• **TASK TO CARRY OUT**: For this exercise, reproduce the records exactly as they stand and do not carry any images over.

Items from a data source:
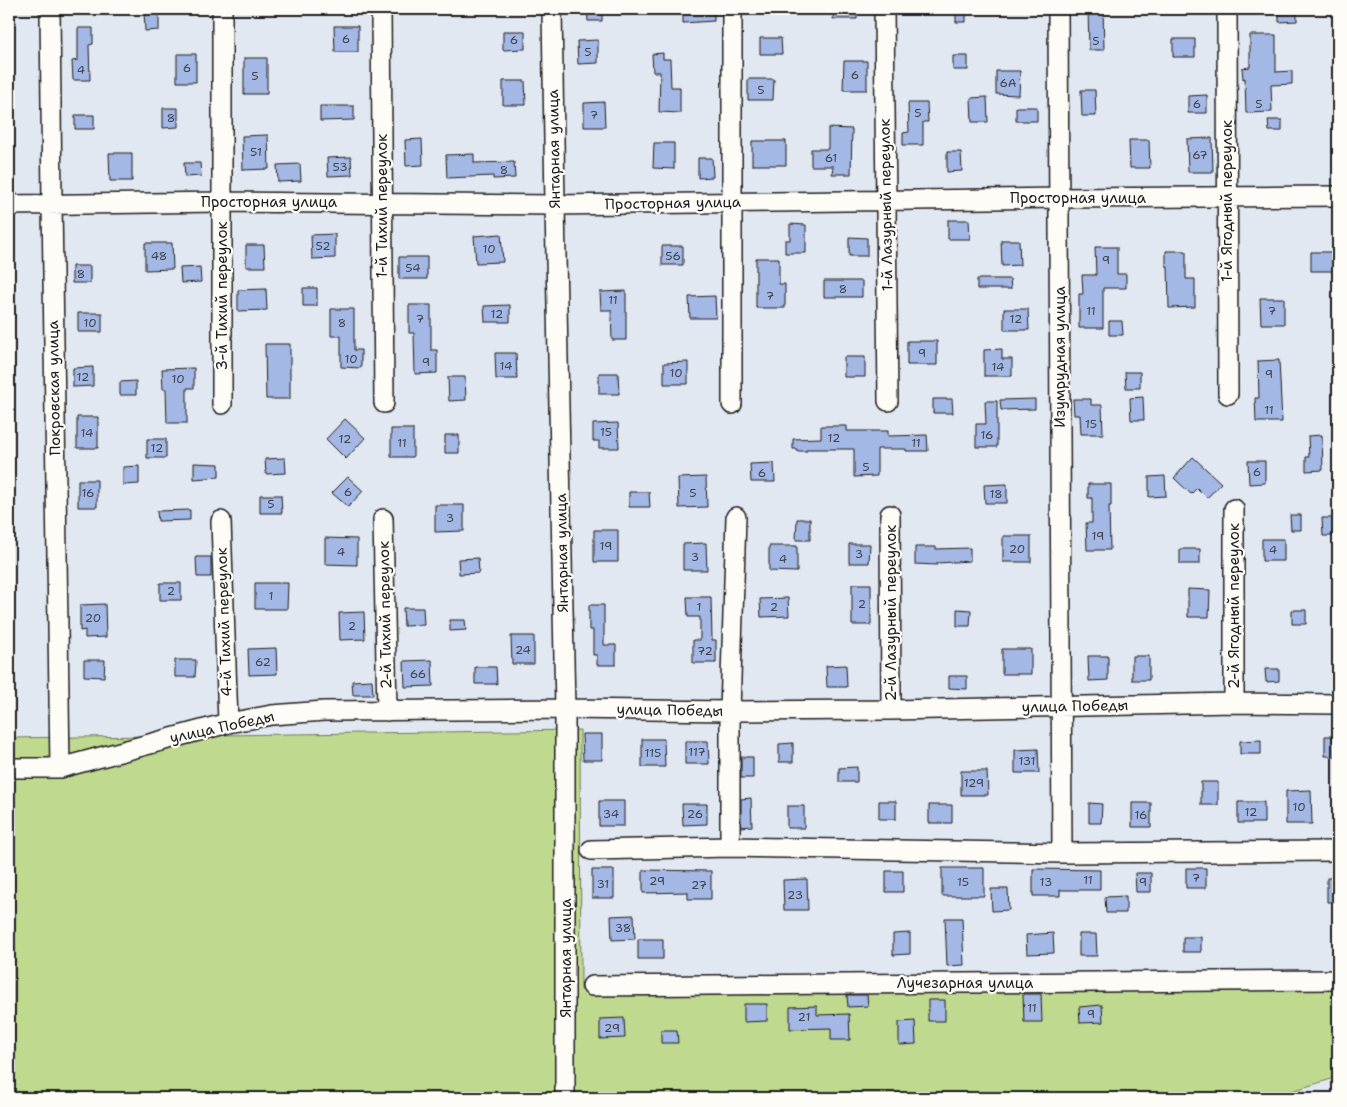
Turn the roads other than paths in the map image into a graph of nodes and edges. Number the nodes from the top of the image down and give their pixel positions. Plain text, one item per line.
1 (50, 9) edge
2 (222, 9) edge
3 (381, 9) edge
4 (552, 9) edge
5 (732, 9) edge
6 (884, 9) edge
7 (1058, 9) edge
8 (1227, 9) edge
9 (1338, 196) edge
10 (1227, 197) junction
11 (1059, 198) junction
12 (886, 200) junction
13 (222, 202) junction
14 (732, 202) junction
15 (382, 203) junction
16 (52, 204) junction
17 (9, 205) edge
18 (554, 205) junction
19 (1228, 394) dead end
20 (888, 401) dead end
21 (384, 403) dead end
22 (222, 404) dead end
23 (732, 404) dead end
24 (1234, 509) dead end
25 (890, 515) dead end
26 (736, 517) dead end
27 (383, 519) dead end
28 (221, 521) dead end
29 (1234, 703) junction
30 (1338, 704) edge
31 (1062, 706) junction
32 (565, 709) junction
33 (891, 710) junction
34 (387, 711) junction
35 (730, 711) junction
36 (228, 723) junction
37 (9, 768) edge
38 (60, 768) junction
39 (730, 847) junction
40 (591, 850) dead end
41 (1338, 851) edge
42 (1062, 853) junction
43 (1338, 980) edge
44 (592, 986) dead end
45 (565, 1098) edge

1 - 16 street, Покровская улица
2 - 13 street, 3-й Тихий переулок
3 - 15 street, 1-й Тихий переулок
4 - 18 street, Янтарная улица
5 - 14 street
6 - 12 street, 1-й Лазурный переулок
7 - 11 street, Изумрудная улица
8 - 10 street, 1-й Ягодный переулок
9 - 10 street, Просторная улица
10 - 11 street, Просторная улица
10 - 19 street, 1-й Ягодный переулок
11 - 12 street, Просторная улица
11 - 31 street, Изумрудная улица
12 - 14 street, Просторная улица
12 - 20 street, 1-й Лазурный переулок
13 - 15 street, Просторная улица
13 - 16 street, Просторная улица
13 - 22 street, 3-й Тихий переулок
14 - 18 street, Просторная улица
14 - 23 street
15 - 18 street, Просторная улица
15 - 21 street, 1-й Тихий переулок
16 - 17 street, Просторная улица
16 - 38 street, Покровская улица
18 - 32 street, Янтарная улица
24 - 29 street, 2-й Ягодный переулок
25 - 33 street, 2-й Лазурный переулок
26 - 35 street
27 - 34 street, 2-й Тихий переулок
28 - 36 street, 4-й Тихий переулок
29 - 30 street, улица Победы
29 - 31 street, улица Победы
31 - 33 street, улица Победы
31 - 42 street, Изумрудная улица
32 - 34 street, улица Победы
32 - 35 street, улица Победы
32 - 45 street, Янтарная улица
33 - 35 street, улица Победы
34 - 36 street, улица Победы
35 - 39 street
36 - 38 street, улица Победы
37 - 38 street, улица Победы
39 - 40 street
39 - 42 street
41 - 42 street
43 - 44 street, Лучезарная улица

• **ANSWER TO THE PROBLEM**:
Turn the roads other than paths in the map image into a graph of nodes and edges. Number the nodes from the top of the image down and give their pixel positions. Plain text, one item per line.
1 (50, 9) edge
2 (222, 9) edge
3 (381, 9) edge
4 (552, 9) edge
5 (732, 9) edge
6 (884, 9) edge
7 (1058, 9) edge
8 (1227, 9) edge
9 (1338, 196) edge
10 (1227, 197) junction
11 (1059, 198) junction
12 (886, 200) junction
13 (222, 202) junction
14 (732, 202) junction
15 (382, 203) junction
16 (52, 204) junction
17 (9, 205) edge
18 (554, 205) junction
19 (1228, 394) dead end
20 (888, 401) dead end
21 (384, 403) dead end
22 (222, 404) dead end
23 (732, 404) dead end
24 (1234, 509) dead end
25 (890, 515) dead end
26 (736, 517) dead end
27 (383, 519) dead end
28 (221, 521) dead end
29 (1234, 703) junction
30 (1338, 704) edge
31 (1062, 706) junction
32 (565, 709) junction
33 (891, 710) junction
34 (387, 711) junction
35 (730, 711) junction
36 (228, 723) junction
37 (9, 768) edge
38 (60, 768) junction
39 (730, 847) junction
40 (591, 850) dead end
41 (1338, 851) edge
42 (1062, 853) junction
43 (1338, 980) edge
44 (592, 986) dead end
45 (565, 1098) edge

1 - 16 street, Покровская улица
2 - 13 street, 3-й Тихий переулок
3 - 15 street, 1-й Тихий переулок
4 - 18 street, Янтарная улица
5 - 14 street
6 - 12 street, 1-й Лазурный переулок
7 - 11 street, Изумрудная улица
8 - 10 street, 1-й Ягодный переулок
9 - 10 street, Просторная улица
10 - 11 street, Просторная улица
10 - 19 street, 1-й Ягодный переулок
11 - 12 street, Просторная улица
11 - 31 street, Изумрудная улица
12 - 14 street, Просторная улица
12 - 20 street, 1-й Лазурный переулок
13 - 15 street, Просторная улица
13 - 16 street, Просторная улица
13 - 22 street, 3-й Тихий переулок
14 - 18 street, Просторная улица
14 - 23 street
15 - 18 street, Просторная улица
15 - 21 street, 1-й Тихий переулок
16 - 17 street, Просторная улица
16 - 38 street, Покровская улица
18 - 32 street, Янтарная улица
24 - 29 street, 2-й Ягодный переулок
25 - 33 street, 2-й Лазурный переулок
26 - 35 street
27 - 34 street, 2-й Тихий переулок
28 - 36 street, 4-й Тихий переулок
29 - 30 street, улица Победы
29 - 31 street, улица Победы
31 - 33 street, улица Победы
31 - 42 street, Изумрудная улица
32 - 34 street, улица Победы
32 - 35 street, улица Победы
32 - 45 street, Янтарная улица
33 - 35 street, улица Победы
34 - 36 street, улица Победы
35 - 39 street
36 - 38 street, улица Победы
37 - 38 street, улица Победы
39 - 40 street
39 - 42 street
41 - 42 street
43 - 44 street, Лучезарная улица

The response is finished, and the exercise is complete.